Data listing:
◇ ◇ ◇

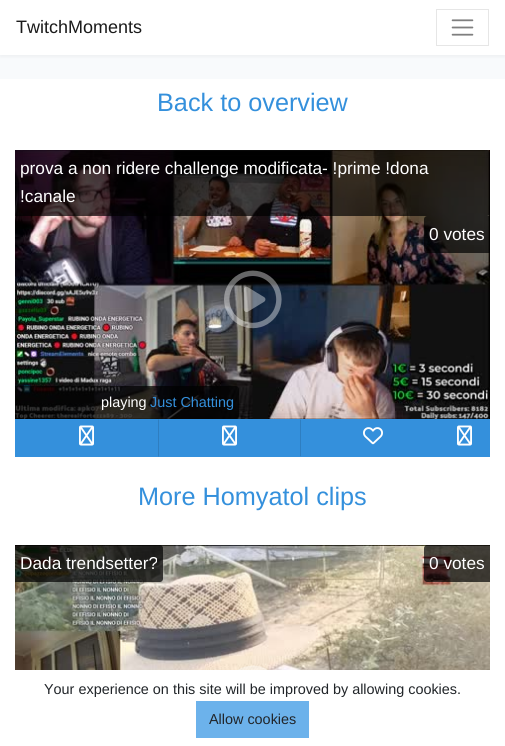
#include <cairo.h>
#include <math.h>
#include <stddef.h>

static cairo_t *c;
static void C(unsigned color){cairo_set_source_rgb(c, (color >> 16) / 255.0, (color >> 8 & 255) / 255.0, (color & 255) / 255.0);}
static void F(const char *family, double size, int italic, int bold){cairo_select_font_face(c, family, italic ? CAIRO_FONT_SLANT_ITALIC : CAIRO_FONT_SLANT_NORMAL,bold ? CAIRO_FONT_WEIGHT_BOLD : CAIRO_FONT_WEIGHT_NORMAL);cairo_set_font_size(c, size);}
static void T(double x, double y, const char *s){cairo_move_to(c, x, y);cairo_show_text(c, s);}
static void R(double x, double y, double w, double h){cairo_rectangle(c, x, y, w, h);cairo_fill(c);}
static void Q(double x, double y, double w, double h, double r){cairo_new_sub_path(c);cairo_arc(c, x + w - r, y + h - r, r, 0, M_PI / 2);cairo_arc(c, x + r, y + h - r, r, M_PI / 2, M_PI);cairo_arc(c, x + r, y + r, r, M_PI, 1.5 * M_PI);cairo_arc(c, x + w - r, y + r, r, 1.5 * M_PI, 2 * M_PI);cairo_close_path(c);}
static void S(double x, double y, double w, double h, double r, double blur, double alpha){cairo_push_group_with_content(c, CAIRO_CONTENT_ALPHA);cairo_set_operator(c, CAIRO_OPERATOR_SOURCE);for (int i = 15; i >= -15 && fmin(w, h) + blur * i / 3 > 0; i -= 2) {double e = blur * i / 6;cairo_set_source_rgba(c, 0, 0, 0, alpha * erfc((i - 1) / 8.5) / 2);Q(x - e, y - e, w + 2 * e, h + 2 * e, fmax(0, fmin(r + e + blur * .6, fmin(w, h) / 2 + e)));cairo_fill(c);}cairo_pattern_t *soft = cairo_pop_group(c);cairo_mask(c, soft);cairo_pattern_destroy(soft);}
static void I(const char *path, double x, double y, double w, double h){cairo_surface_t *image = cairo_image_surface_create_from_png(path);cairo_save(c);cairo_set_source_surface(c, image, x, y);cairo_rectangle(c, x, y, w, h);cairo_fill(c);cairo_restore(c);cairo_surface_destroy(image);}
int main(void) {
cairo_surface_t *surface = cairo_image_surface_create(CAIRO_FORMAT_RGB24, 505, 746);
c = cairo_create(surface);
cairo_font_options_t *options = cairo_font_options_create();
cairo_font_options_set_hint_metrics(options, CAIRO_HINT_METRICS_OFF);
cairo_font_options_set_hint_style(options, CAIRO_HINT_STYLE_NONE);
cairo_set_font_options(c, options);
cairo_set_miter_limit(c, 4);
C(0xf8fafc);
cairo_paint(c);
C(0x000000);
S(0,2,505,55,0,2,.04);
C(0xffffff);
R(0,0,505,55);
F("Liberation Sans",18,0,0);
C(0x1a1a1a);
T(16,33,"TwitchMoments");
cairo_rectangle(c,436.5,9.5,52,36);
C(0xe6e6e6);
cairo_set_line_width(c,1);
cairo_stroke(c);
I("1.png",451,19,23,17);
C(0xffffff);
R(0,79,505,667);
F("Liberation Sans",25.25,0,0);
C(0x3490dc);
T(157,111,"Back to overview");
I("2.png",15,150,475,269);
cairo_set_source_rgba(c,0,0,0,0.7);
cairo_new_path(c);
cairo_move_to(c,15,150);
cairo_line_to(c,487,150);
cairo_curve_to(c,488.5,150,490,151.5,490,153);
cairo_line_to(c,490,213);
cairo_curve_to(c,490,214.5,488.5,216,487,216);
cairo_line_to(c,15,216);
cairo_close_path(c);
cairo_fill(c);
F("Liberation Sans",17.25,0,0);
C(0xffffff);
T(20,174,"prova a non ridere challenge modificata- !prime !dona");
T(20,202,"!canale");
cairo_set_source_rgba(c,0,0,0,0.7);
cairo_new_path(c);
cairo_move_to(c,427,216);
cairo_line_to(c,490,216);
cairo_line_to(c,490,253);
cairo_line_to(c,427,253);
cairo_curve_to(c,425.5,253,424,251.5,424,250);
cairo_line_to(c,424,219);
cairo_curve_to(c,424,217.5,425.5,216,427,216);
cairo_close_path(c);
cairo_fill(c);
C(0xffffff);
T(429,240,"0 votes");
I("3.png",224,270,58,59);
cairo_set_source_rgba(c,0,0,0,0.7);
cairo_new_path(c);
cairo_move_to(c,15,386);
cairo_line_to(c,236,386);
cairo_curve_to(c,237.5,386,239,387.5,239,389);
cairo_line_to(c,239,416);
cairo_curve_to(c,239,417.5,237.5,419,236,419);
cairo_line_to(c,15,419);
cairo_close_path(c);
cairo_fill(c);
F("Liberation Sans",14.4,0,0);
C(0xffffff);
T(101,407,"playing");
C(0x3490dc);
T(150,407,"Just Chatting");
R(15,419,475,38);
I("4.png",79,425,15,21);
C(0x2e7ec1);
cairo_new_path(c);
cairo_move_to(c,301,419);
cairo_line_to(c,301,457);
cairo_line_to(c,300,456);
cairo_line_to(c,300,420);
cairo_close_path(c);
cairo_fill(c);
C(0x3490dc);
cairo_new_path(c);
cairo_move_to(c,301,457);
cairo_line_to(c,158,457);
cairo_line_to(c,159,456);
cairo_line_to(c,300,456);
cairo_close_path(c);
cairo_fill(c);
C(0x2e7ec1);
cairo_new_path(c);
cairo_move_to(c,158,457);
cairo_line_to(c,158,419);
cairo_line_to(c,159,420);
cairo_line_to(c,159,456);
cairo_close_path(c);
cairo_fill(c);
I("4.png",222,425,15,21);
I("5.png",363,427,20,18);
I("4.png",457,425,15,21);
F("Liberation Sans",25.25,0,0);
C(0x3490dc);
T(138,505,"More Homyatol clips");
I("6.png",15,545,475,125);
cairo_set_source_rgba(c,0,0,0,0.7);
cairo_new_path(c);
cairo_move_to(c,15,545);
cairo_line_to(c,160,545);
cairo_curve_to(c,161.5,545,163,546.5,163,548);
cairo_line_to(c,163,579);
cairo_curve_to(c,163,580.5,161.5,582,160,582);
cairo_line_to(c,15,582);
cairo_close_path(c);
cairo_fill(c);
F("Liberation Sans",17.25,0,0);
C(0xffffff);
T(20,569,"Dada trendsetter?");
cairo_set_source_rgba(c,0,0,0,0.7);
cairo_new_path(c);
cairo_move_to(c,427,545);
cairo_line_to(c,490,545);
cairo_line_to(c,490,582);
cairo_line_to(c,427,582);
cairo_curve_to(c,425.5,582,424,580.5,424,579);
cairo_line_to(c,424,548);
cairo_curve_to(c,424,546.5,425.5,545,427,545);
cairo_close_path(c);
cairo_fill(c);
C(0xffffff);
T(429,569,"0 votes");
I("7.png",237,665,31,5);
F("Liberation Sans",14.4,0,0);
C(0x212529);
T(44,694,"Your experience on this site will be improved by allowing cookies.");
C(0x6cb2eb);
R(196,701,113,37);
C(0x212529);
T(209,724,"Allow cookies");
cairo_surface_write_to_png(surface, "o.png");
cairo_font_options_destroy(options);
cairo_destroy(c);
cairo_surface_destroy(surface);
return 0;
}
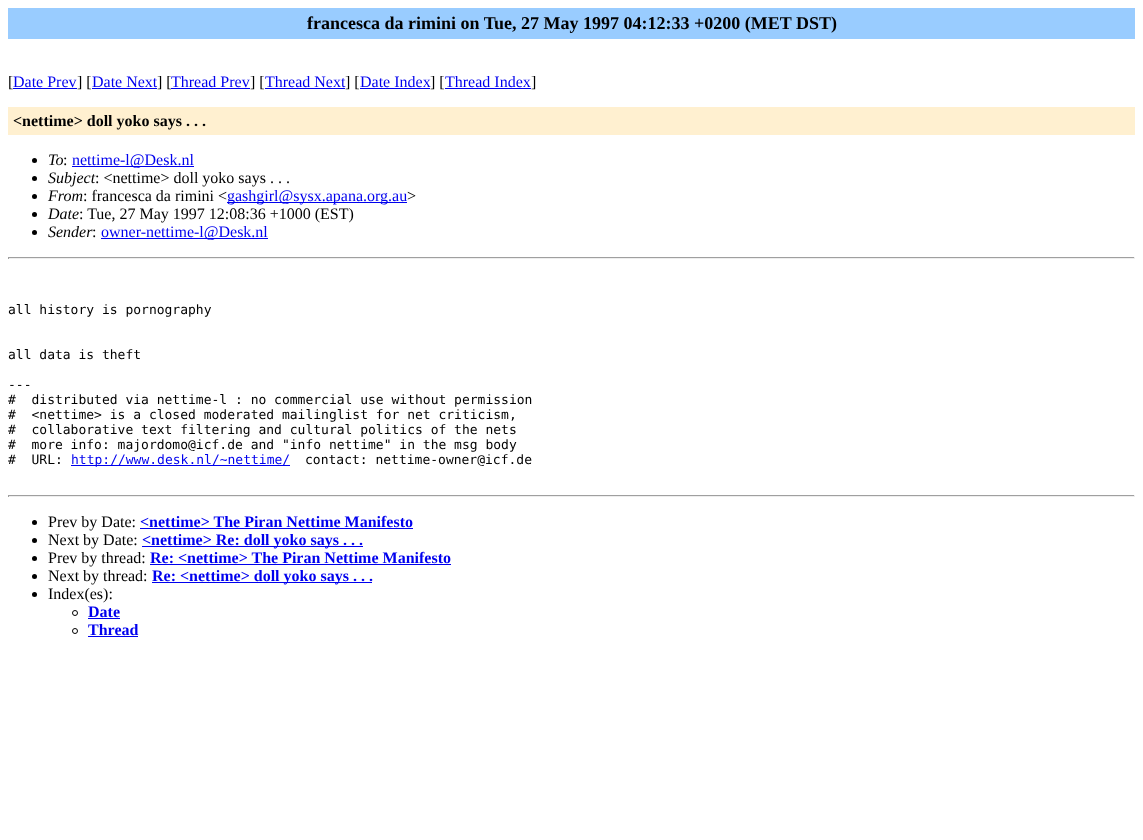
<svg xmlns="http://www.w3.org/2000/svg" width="1143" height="840">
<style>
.a{font:bold 18px Liberation Serif;fill:#000}
.b{font:16px Liberation Serif;fill:#000}
.c{font:16px Liberation Serif;fill:#00e}
.d{font:bold 16px Liberation Serif;fill:#000}
.e{font:italic 16px Liberation Serif;fill:#000}
.f{font:13px DejaVu Sans Mono;fill:#000}
.g{font:13px DejaVu Sans Mono;fill:#00e}
.h{font:bold 16px Liberation Serif;fill:#00e}
</style>
<rect width="100%" height="100%" fill="#fff"/>
<path fill="#9cf" d="M8 8h1127v31H8z"/>
<path fill="#00e" d="M13 88h64v1H13z"/>
<path fill="#00e" d="M92 88h65v1H92z"/>
<path fill="#00e" d="M171 88h79v1H171z"/>
<path fill="#00e" d="M265 88h80v1H265z"/>
<path fill="#00e" d="M360 88h70v1H360z"/>
<path fill="#00e" d="M445 88h86v1H445z"/>
<path fill="#fff0d0" d="M8 107h1127v28H8z"/>
<circle fill="#000" cx="34.5" cy="160.5" r="2.5"/>
<path fill="#00e" d="M72 166h122v1H72z"/>
<circle fill="#000" cx="34.5" cy="178.5" r="2.5"/>
<circle fill="#000" cx="34.5" cy="196.5" r="2.5"/>
<path fill="#00e" d="M227 202h180v1H227z"/>
<circle fill="#000" cx="34.5" cy="214.5" r="2.5"/>
<circle fill="#000" cx="34.5" cy="232.5" r="2.5"/>
<path fill="#00e" d="M101 238h167v1H101z"/>
<path fill="#9f9f9f" d="M8 257h1127v1H8z"/>
<path fill="#eee" d="M1134 257h1v2H1134z"/>
<path fill="#eee" d="M8 258h1127v1H8z"/>
<path fill="#9f9f9f" d="M8 257h1v2H8z"/>
<path fill="#00e" d="M71 465h219v1H71z"/>
<path fill="#9f9f9f" d="M8 495h1127v1H8z"/>
<path fill="#eee" d="M1134 495h1v2H1134z"/>
<path fill="#eee" d="M8 496h1127v1H8z"/>
<path fill="#9f9f9f" d="M8 495h1v2H8z"/>
<circle fill="#000" cx="34.5" cy="522.5" r="2.5"/>
<path fill="#00e" d="M140 528h273v1H140z"/>
<circle fill="#000" cx="34.5" cy="540.5" r="2.5"/>
<path fill="#00e" d="M142 546h221v1H142z"/>
<circle fill="#000" cx="34.5" cy="558.5" r="2.5"/>
<path fill="#00e" d="M150 564h301v1H150z"/>
<circle fill="#000" cx="34.5" cy="576.5" r="2.5"/>
<path fill="#00e" d="M152 582h220v1H152z"/>
<circle fill="#000" cx="34.5" cy="594.5" r="2.5"/>
<circle fill="none" stroke="#000" cx="75" cy="613" r="2.5"/>
<path fill="#00e" d="M88 618h32v1H88z"/>
<circle fill="none" stroke="#000" cx="75" cy="631" r="2.5"/>
<path fill="#00e" d="M88 636h50v1H88z"/>
<text class="a" x="307" y="29">francesca da rimini on Tue, 27 May 1997 04:12:33 +0200 (MET DST)</text>
<text class="b" x="8" y="87">[</text>
<text class="c" x="13" y="87">Date Prev</text>
<text class="b" x="77" y="87">] [</text>
<text class="c" x="92" y="87">Date Next</text>
<text class="b" x="157" y="87">] [</text>
<text class="c" x="171" y="87">Thread Prev</text>
<text class="b" x="250" y="87">] [</text>
<text class="c" x="265" y="87">Thread Next</text>
<text class="b" x="345" y="87">] [</text>
<text class="c" x="360" y="87">Date Index</text>
<text class="b" x="430" y="87">] [</text>
<text class="c" x="445" y="87">Thread Index</text>
<text class="b" x="531" y="87">]</text>
<text class="d" x="13" y="126">&lt;nettime&gt; doll yoko says . . .</text>
<text class="e" x="48" y="165">To</text>
<text class="b" x="63" y="165">:</text>
<text class="c" x="72" y="165">nettime-l@Desk.nl</text>
<text class="e" x="48" y="183">Subject</text>
<text class="b" x="95" y="183">: &lt;nettime&gt; doll yoko says . . .</text>
<text class="e" x="48" y="201">From</text>
<text class="b" x="83" y="201">: francesca da rimini &lt;</text>
<text class="c" x="227" y="201">gashgirl@sysx.apana.org.au</text>
<text class="b" x="407" y="201">&gt;</text>
<text class="e" x="48" y="219">Date</text>
<text class="b" x="79" y="219">: Tue, 27 May 1997 12:08:36 +1000 (EST)</text>
<text class="e" x="48" y="237">Sender</text>
<text class="b" x="92" y="237">:</text>
<text class="c" x="101" y="237">owner-nettime-l@Desk.nl</text>
<text class="f" x="8" y="314">all history is pornography</text>
<text class="f" x="8" y="359">all data is theft</text>
<text class="f" x="8" y="389">---</text>
<text class="f" xml:space="preserve" x="8" y="404">#  distributed via nettime-l : no commercial use without permission</text>
<text class="f" xml:space="preserve" x="8" y="419">#  &lt;nettime&gt; is a closed moderated mailinglist for net criticism,</text>
<text class="f" xml:space="preserve" x="8" y="434">#  collaborative text filtering and cultural politics of the nets</text>
<text class="f" xml:space="preserve" x="8" y="449">#  more info: majordomo@icf.de and "info nettime" in the msg body</text>
<text class="f" xml:space="preserve" x="8" y="464">#  URL:</text>
<text class="g" x="71" y="464">http://www.desk.nl/~nettime/</text>
<text class="f" x="305" y="464">contact: nettime-owner@icf.de</text>
<text class="b" x="48" y="527">Prev by Date:</text>
<text class="h" x="140" y="527">&lt;nettime&gt; The Piran Nettime Manifesto</text>
<text class="b" x="48" y="545">Next by Date:</text>
<text class="h" x="142" y="545">&lt;nettime&gt; Re: doll yoko says . . .</text>
<text class="b" x="48" y="563">Prev by thread:</text>
<text class="h" x="150" y="563">Re: &lt;nettime&gt; The Piran Nettime Manifesto</text>
<text class="b" x="48" y="581">Next by thread:</text>
<text class="h" x="152" y="581">Re: &lt;nettime&gt; doll yoko says . . .</text>
<text class="b" x="48" y="599">Index(es):</text>
<text class="h" x="88" y="617">Date</text>
<text class="h" x="88" y="635">Thread</text>
</svg>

◇ ◇ ◇

Problem to work on: Using the entries above, extract exactly the span from the line with "cairo_set_font_options(c, options);" to the line with "cairo_set_miter_limit(c, 4);", both lines included; leave out everything else.

Answer section:
cairo_set_font_options(c, options);
cairo_set_miter_limit(c, 4);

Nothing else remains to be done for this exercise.